Cependant, il a alerté qu’une augmentation du recours à l’emprunt, sans hausse proportionnelle de l’activité ou des prix, signifie souvent des marges réduites. “Les entreprises vendent au même prix, mais avec un coût financier plus élevé”, a-t-il encore précisé, tout en ajoutant que ce phénomène participe à la hausse des prix observée sur plusieurs produits, contribuant à une pression supplémentaire sur l’inflation.
Du côté du secteur agricole, il a indiqué que les récentes pluies abondantes ont stimulé les investissements dans les cultures et les équipements, dopant ainsi la demande de crédits à moyen et long terme.
À l’inverse, le secteur industriel affiche un recul de 0,8 % des crédits au mois de février. En cause : un affaiblissement de la demande extérieure, alors que l’industrie tunisienne est majoritairement tournée vers l’export.
Neifer a aussi cité les nouvelles barrières douanières annoncées par le président américain Donald Trump, dont les effets retardés pourraient affecter la croissance de la zone euro de 0,5 à 1 %, avec des répercussions directes sur les exportations tunisiennes.
Crédit aux particuliers en hausse malgré les contraintes
Les particuliers ne sont pas en reste.
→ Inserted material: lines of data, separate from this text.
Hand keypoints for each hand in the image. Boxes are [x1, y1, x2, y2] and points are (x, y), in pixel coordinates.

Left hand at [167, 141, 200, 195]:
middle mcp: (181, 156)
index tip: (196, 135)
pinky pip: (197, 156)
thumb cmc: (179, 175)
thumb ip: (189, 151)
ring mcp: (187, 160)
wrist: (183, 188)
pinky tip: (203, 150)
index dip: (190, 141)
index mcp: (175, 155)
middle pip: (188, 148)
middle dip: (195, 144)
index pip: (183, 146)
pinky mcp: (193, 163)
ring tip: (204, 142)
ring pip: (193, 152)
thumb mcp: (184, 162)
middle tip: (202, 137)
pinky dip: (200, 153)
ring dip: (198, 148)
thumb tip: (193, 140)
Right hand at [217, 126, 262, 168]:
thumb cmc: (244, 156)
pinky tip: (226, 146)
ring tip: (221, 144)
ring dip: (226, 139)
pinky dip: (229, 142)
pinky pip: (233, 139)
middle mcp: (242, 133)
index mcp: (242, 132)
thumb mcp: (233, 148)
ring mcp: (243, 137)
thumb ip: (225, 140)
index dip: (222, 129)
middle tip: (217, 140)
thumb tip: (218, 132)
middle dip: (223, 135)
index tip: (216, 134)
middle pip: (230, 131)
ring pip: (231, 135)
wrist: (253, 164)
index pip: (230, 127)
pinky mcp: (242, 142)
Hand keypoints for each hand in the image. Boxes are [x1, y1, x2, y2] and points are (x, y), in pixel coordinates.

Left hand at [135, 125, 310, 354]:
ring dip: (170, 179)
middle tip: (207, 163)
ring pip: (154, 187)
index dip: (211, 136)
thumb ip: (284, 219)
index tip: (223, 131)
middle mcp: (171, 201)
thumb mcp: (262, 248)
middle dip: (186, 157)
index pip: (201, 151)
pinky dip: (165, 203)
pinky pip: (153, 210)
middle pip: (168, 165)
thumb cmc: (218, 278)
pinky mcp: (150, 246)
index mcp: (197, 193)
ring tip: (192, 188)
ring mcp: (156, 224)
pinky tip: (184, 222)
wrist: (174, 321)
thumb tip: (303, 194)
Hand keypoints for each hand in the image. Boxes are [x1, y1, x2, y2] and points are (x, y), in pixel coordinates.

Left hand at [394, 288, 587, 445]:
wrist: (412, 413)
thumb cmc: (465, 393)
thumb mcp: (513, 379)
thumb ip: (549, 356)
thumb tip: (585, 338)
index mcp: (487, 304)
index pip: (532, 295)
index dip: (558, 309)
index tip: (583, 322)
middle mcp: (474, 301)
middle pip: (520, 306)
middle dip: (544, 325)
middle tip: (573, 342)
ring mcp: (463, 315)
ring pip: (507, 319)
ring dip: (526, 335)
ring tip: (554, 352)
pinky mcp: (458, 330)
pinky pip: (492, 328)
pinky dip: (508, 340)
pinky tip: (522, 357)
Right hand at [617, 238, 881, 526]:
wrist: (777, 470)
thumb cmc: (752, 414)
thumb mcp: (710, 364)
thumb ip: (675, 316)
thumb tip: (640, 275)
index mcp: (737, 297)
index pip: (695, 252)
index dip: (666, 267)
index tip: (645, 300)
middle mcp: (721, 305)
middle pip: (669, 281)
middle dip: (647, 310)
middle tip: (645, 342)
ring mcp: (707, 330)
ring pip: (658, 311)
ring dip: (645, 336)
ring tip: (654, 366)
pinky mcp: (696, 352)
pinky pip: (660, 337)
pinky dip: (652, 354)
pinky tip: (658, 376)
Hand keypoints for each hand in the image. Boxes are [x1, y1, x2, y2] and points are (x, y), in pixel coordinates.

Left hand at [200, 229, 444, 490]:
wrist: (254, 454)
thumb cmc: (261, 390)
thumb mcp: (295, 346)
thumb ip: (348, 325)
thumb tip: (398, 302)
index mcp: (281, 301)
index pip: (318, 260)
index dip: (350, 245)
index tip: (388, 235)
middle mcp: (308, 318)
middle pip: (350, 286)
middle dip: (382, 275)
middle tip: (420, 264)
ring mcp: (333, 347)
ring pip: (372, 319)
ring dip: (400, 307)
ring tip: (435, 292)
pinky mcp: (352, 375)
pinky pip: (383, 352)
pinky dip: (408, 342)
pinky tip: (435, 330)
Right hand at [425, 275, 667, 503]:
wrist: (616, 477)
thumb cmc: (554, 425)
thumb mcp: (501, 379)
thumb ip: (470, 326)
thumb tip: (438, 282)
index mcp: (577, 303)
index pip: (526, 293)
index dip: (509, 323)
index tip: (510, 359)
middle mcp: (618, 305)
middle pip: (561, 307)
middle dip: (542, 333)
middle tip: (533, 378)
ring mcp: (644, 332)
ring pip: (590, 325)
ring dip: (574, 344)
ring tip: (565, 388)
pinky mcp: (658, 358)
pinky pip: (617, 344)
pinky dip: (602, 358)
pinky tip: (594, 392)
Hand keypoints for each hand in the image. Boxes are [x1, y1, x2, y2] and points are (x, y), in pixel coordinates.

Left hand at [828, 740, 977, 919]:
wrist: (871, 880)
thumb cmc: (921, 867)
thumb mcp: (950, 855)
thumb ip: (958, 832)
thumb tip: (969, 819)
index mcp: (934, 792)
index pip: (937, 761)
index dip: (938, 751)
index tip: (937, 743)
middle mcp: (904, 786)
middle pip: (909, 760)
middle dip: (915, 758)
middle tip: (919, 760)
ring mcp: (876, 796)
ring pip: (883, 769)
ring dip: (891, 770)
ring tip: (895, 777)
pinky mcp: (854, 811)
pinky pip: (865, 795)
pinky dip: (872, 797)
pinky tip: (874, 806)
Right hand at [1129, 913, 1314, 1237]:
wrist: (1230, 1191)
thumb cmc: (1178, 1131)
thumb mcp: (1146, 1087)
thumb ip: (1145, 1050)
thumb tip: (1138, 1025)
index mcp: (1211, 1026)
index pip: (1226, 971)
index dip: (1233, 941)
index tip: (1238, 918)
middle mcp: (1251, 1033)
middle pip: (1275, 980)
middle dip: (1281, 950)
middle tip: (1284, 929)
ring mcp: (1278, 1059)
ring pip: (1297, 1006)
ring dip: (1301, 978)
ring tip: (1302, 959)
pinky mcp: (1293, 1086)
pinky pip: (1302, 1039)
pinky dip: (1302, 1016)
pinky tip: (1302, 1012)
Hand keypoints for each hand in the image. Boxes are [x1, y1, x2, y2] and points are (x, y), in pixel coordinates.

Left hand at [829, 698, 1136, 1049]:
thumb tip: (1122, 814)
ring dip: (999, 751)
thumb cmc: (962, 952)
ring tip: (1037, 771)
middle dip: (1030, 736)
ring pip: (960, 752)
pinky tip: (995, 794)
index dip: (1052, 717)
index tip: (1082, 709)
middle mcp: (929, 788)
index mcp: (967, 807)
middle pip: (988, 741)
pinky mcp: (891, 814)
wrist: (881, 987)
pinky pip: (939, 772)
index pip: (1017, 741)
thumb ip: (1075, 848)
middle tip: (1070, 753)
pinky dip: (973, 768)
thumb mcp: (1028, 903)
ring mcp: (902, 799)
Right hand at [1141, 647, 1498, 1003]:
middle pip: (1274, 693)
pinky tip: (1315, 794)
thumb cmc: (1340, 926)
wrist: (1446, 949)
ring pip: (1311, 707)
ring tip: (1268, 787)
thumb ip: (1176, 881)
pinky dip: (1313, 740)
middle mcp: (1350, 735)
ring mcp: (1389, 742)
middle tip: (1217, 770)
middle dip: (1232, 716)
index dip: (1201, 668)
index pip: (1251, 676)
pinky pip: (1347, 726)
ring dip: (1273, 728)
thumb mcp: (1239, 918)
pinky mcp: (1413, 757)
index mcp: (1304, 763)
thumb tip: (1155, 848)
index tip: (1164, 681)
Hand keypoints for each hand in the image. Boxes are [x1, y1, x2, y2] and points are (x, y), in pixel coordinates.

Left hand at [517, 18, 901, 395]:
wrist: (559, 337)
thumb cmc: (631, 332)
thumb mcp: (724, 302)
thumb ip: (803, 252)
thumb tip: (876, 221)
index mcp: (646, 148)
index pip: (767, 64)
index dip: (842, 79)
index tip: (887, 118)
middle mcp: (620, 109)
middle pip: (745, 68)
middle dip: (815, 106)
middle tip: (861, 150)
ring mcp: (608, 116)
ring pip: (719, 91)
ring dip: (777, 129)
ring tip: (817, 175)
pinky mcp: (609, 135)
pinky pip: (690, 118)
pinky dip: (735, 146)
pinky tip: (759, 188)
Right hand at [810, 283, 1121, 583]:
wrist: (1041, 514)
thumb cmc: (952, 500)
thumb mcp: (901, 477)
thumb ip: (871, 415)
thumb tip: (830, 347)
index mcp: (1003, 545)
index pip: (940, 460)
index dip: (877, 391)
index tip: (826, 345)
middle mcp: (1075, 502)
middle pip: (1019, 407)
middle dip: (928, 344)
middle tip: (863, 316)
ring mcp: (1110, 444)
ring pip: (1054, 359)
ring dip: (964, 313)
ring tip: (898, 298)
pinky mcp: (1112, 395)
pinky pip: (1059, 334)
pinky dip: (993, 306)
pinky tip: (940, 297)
Le crédit à la consommation progresse lentement, tandis que les prêts immobiliers enregistrent une hausse annuelle de 5,2 %, encouragés notamment par la baisse de la TVA sur certains produits liés à l’habitat.
Néanmoins, l’offre reste limitée face à la demande, notamment en raison des critères stricts d’octroi et des coûts de financement élevés, parfois au-delà de 10 % pour le taux effectif global (TEG).
Face à cette situation, Neifer a indiqué qu’il y a une contradiction inquiétante entre la hausse du taux d’endettement, le faible niveau de croissance, la faible épargne nationale et des demandes record de financement de l’État.
Le secteur bancaire, selon lui, ne peut continuer à porter seul la dynamique économique sans une amélioration globale du climat financier, fiscal et économique.
“Le système bancaire ne peut pas prendre des risques illimités. La reprise du crédit dépendra de l’amélioration des fondamentaux macroéconomiques”, a-t-il encore précisé.